Make a plotly interactive plot.

Score components are here weighted by their respective contribution to the total score.

Parameters:

df (pandas.DataFrame) – DataFrame containing the results of the alanine scan.
clt_id (int) – Cluster ID.
scan_res (str, optional) – Residue name used for the scan, by default “ALA”

Returns:

html_output_filename (str) – Name of the plot generated

haddock.libs.libplots.make_traceback_plot(tr_subset, plot_filename, offline=False)[source]

Create a traceback barplot with the 40 best ranked models.

Parameters:

tr_subset (pandas.DataFrame) – DataFrame containing the top traceback results
plot_filename (Path) – Path to the output filename to generate

haddock.libs.libplots.offline_js_manager(fpath: str | Path, offline: bool) → str[source]

Build string to access plotly javascript content.

Parameters:

fpath (FilePath) – Path to the figure about to be written.
offline (bool) – if True use the offline approach.

Returns:

plotly_js_import (str) – HTML solution for the importation of the plotly javascript content.

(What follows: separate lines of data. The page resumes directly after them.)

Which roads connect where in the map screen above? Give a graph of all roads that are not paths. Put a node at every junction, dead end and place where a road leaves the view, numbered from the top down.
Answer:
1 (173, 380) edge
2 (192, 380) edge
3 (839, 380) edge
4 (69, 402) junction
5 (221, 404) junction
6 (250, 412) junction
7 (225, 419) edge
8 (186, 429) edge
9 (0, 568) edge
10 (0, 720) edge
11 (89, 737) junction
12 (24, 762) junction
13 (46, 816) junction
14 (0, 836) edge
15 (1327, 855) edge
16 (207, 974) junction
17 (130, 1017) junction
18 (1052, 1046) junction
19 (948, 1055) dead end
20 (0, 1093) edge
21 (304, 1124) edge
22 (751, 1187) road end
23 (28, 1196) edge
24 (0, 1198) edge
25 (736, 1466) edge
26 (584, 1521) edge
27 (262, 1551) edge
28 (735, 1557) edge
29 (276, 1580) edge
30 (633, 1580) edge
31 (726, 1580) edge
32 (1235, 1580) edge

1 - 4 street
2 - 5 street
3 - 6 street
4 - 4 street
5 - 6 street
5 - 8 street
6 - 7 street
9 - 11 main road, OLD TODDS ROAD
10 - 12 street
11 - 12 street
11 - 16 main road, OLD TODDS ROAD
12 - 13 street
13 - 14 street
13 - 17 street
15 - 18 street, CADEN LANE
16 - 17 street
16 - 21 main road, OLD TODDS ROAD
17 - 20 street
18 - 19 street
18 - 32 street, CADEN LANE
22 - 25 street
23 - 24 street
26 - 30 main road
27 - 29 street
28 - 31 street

haddock.libs.libplots.read_capri_table(capri_filename: str | Path, comment: str = '#') → DataFrame[source]

Read capri table with pandas.

Parameters:

capri_filename (str or Path) – capri single structure filename
comment (str) – the string used to denote a commented line in capri tables

Returns:

capri_df (pandas DataFrame) – dataframe of capri values

haddock.libs.libplots.report_generator(boxes: list[Figure], scatters: list[Figure], tables: list, step: str, directory: str | Path = '.', offline: bool = False) → None[source]

Create a figure include plots and tables.

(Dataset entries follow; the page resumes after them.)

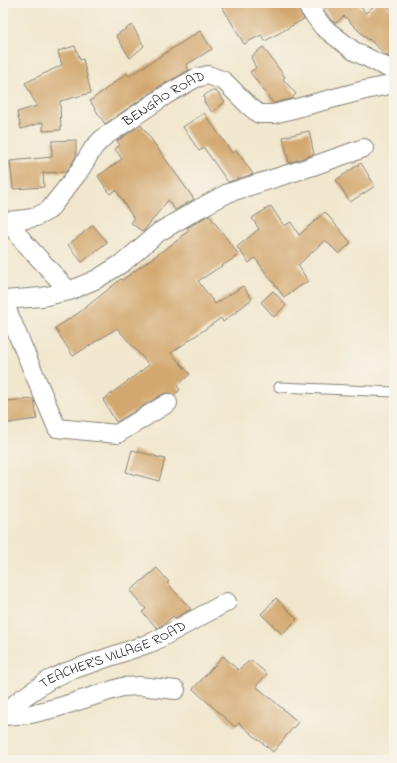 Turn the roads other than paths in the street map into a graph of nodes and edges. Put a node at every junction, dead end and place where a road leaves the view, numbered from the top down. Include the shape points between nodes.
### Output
1 (305, 3) edge
2 (394, 70) edge
3 (394, 84) edge
4 (364, 148) dead end
5 (5, 220) edge
6 (68, 291) junction
7 (3, 300) edge
8 (279, 387) dead end
9 (394, 392) edge
10 (168, 403) dead end
11 (227, 602) dead end
12 (176, 690) dead end
13 (3, 715) edge

1 - 2 street via 323,28 354,50
3 - 5 street, BENGAO ROAD via 274,114 259,114 224,80 208,75 196,78 166,94 104,137 49,210 36,217
4 - 6 street via 228,193 159,232 124,262 97,279
5 - 6 street, BENGAO ROAD
6 - 7 street via 42,297
7 - 10 street via 57,428 116,434
8 - 9 lane
11 - 13 street, TEACHER'S VILLAGE ROAD via 153,642 49,680
12 - 13 street via 122,687 31,714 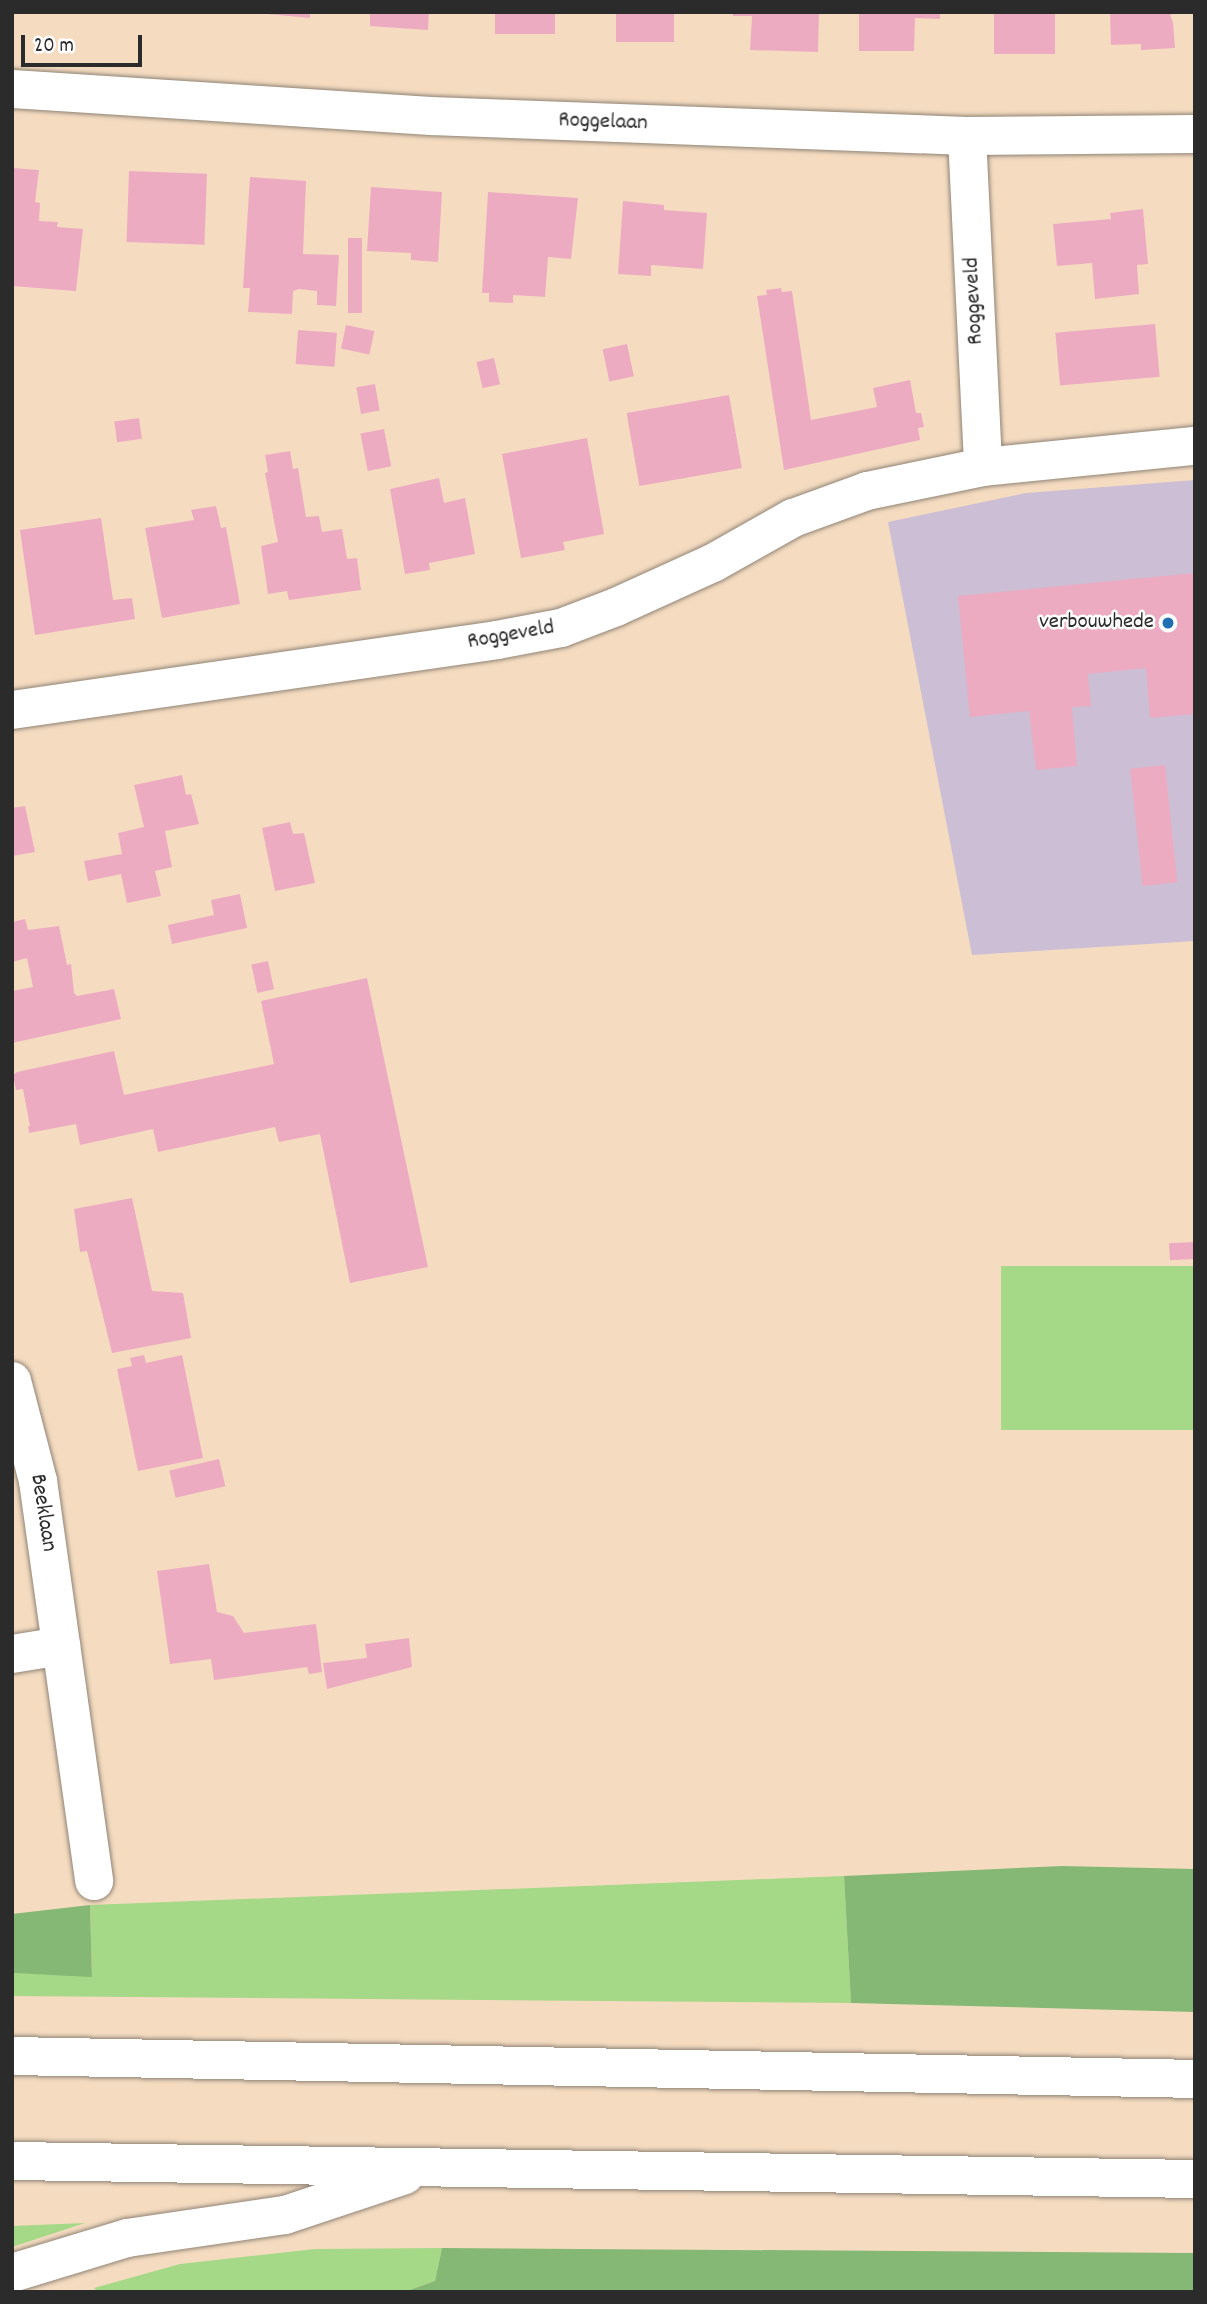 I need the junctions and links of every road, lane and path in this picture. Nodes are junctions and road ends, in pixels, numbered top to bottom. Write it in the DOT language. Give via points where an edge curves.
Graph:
graph roads {
  1 [pos="12,89"];
  2 [pos="1195,134"];
  3 [pos="967,136"];
  4 [pos="1195,446"];
  5 [pos="983,467"];
  6 [pos="12,710"];
  7 [pos="12,1381"];
  8 [pos="61,1646"];
  9 [pos="12,1654"];
  10 [pos="94,1881"];
  11 [pos="12,2056"];
  12 [pos="1195,2079"];
  13 [pos="12,2161"];
  14 [pos="434,2165"];
  15 [pos="1195,2179"];
  16 [pos="12,2273"];
  1 -- 3 [label="main road, Roggelaan" via="431,116"];
  2 -- 3 [label="main road, Roggelaan"];
  3 -- 5 [label="main road, Roggeveld"];
  4 -- 5 [label="main road, Roggeveld"];
  5 -- 6 [label="main road, Roggeveld" via="867,491 793,518 713,563 561,628"];
  7 -- 8 [label="main road, Beeklaan" via="38,1481"];
  8 -- 9 [label="main road"];
  8 -- 10 [label="main road, Beeklaan"];
  11 -- 12 [label="main road"];
  13 -- 14 [label="main road"];
  14 -- 15 [label="main road"];
  14 -- 16 [label="main road" via="285,2215 127,2238"];
}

The idea is to create a report.html file that includes all the plots and tables generated by the command analyse.

Parameters:

boxes (list) – list of box plots generated by box_plot_handler
scatters (list) – list of scatter plots generated by scatter_plot_handler
table (list) – a list including tables generated by clt_table_handler
directory (Path) – path to the output folder
offline (bool) – If True, the HTML will be generated for offline use.

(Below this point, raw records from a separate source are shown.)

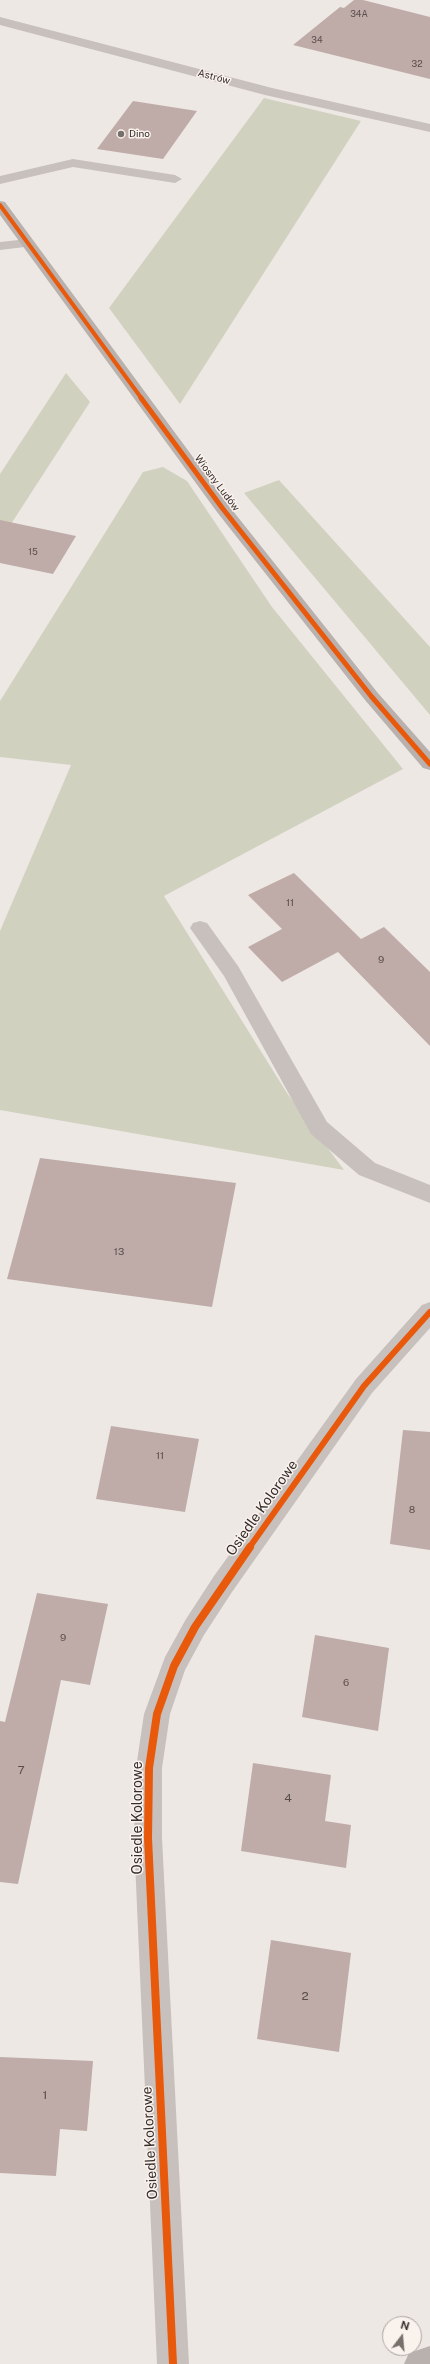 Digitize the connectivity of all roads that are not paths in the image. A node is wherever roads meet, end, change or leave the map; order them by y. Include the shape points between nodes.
1 (0, 21) edge
2 (430, 128) edge
3 (175, 179) dead end
4 (0, 180) edge
5 (0, 205) edge
6 (28, 243) junction
7 (0, 246) edge
8 (430, 764) edge
9 (200, 928) dead end
10 (430, 1194) edge
11 (430, 1312) edge
12 (430, 2362) edge
13 (174, 2364) edge
14 (420, 2364) edge

1 - 2 street, Astrów via 277,94
3 - 4 street via 73,163
5 - 6 street, Wiosny Ludów
6 - 7 street
6 - 8 street, Wiosny Ludów via 223,509 371,696
9 - 10 street via 231,971 319,1128 367,1169
11 - 13 street, Osiedle Kolorowe via 364,1386 223,1584 174,1666 157,1714 148,1768 148,1838
12 - 14 street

haddock.libs.libplots.report_plots_handler(plots, shared_xaxes=False, shared_yaxes=False)[source]

Create a figure that holds subplots.

The idea is that for each type (scatters or boxes), the individual plots are considered subplots. In the report, some of the axes are shared. The settings for sharing axes depends on the type (scatters or boxes).

Parameters:

plots (list) – list of plots generated by analyse command
shared_xaxes (boolean or str (default False)) – a parameter of plotly.subplots.make_subplots
shared_yaxes (boolean or str (default False)) – a parameter of plotly.subplots.make_subplots

Returns:

fig – an instance of plotly.graph_objects.Figure

haddock.libs.libplots.scatter_plot_data(capri_df: DataFrame, cl_rank: dict[int, int]) → tuple[DataFrameGroupBy, DataFrame][source]

Retrieve scatter plot data.

Parameters:

capri_df (pandas DataFrame) – capri table dataframe
cl_rank (dict) – {cluster_id : cluster_rank} dictionary

Returns:

gb_cluster (pandas DataFrameGroupBy) – capri DataFrame grouped by cluster_id
gb_other (pandas DataFrame) – DataFrame of clusters not in the top cluster ranking

haddock.libs.libplots.scatter_plot_handler(capri_filename: str | Path, cl_rank: dict[int, int], format: Literal['png', 'pdf', 'svg', 'jpeg', 'webp'] | None, scale: float | None, offline: bool = False) → list[Figure][source]

Create scatter plots.

The idea is that for each pair of variables of interest (SCATTER_PAIRS,: declared as global) we create a scatter plot.

If available, each scatter plot containts cluster information.

Parameters:

capri_filename (str or Path) – capri single structure filename
cl_rank (dict) – {cluster_id : cluster_rank} dictionary
format (str) – Produce images in the selected format.
scale (int) – scale for images.

Returns:

fig_list (list) – a list of figures

haddock.libs.libplots.scatter_plot_plotly(gb_cluster: DataFrameGroupBy, gb_other: DataFrame, cl_rank: dict[int, int], x_ax: str, y_ax: str, colors: list[str], format: Literal['png', 'pdf', 'svg', 'jpeg', 'webp'] | None, scale: float | None, offline: bool = False) → Figure[source]

Create a scatter plot in plotly.

Parameters:

gb_cluster (pandas DataFrameGroupBy) – capri DataFrame grouped by cluster_id
gb_other (pandas DataFrame) – DataFrame of clusters not in the top cluster ranking
cl_rank (dict) – {cluster_id : cluster_rank} dictionary
x_ax (str) – name of the x column
y_ax (str) – name of the y column
colors (list) – list of colors to be used
format (str) – Produce images in the selected format.
scale (int) – scale for images.

Returns:

fig – an instance of plotly.graph_objects.Figure

haddock.libs.libplots.update_layout_plotly(fig: Figure, x_label: str, y_label: str, title: str | None = None) → Figure[source]

Update layout of plotly plot.

Parameters:

fig (plotly Figure) – figure
x_label (str) – x axis name
y_label (str) – y axis name
title (str or None) – plot title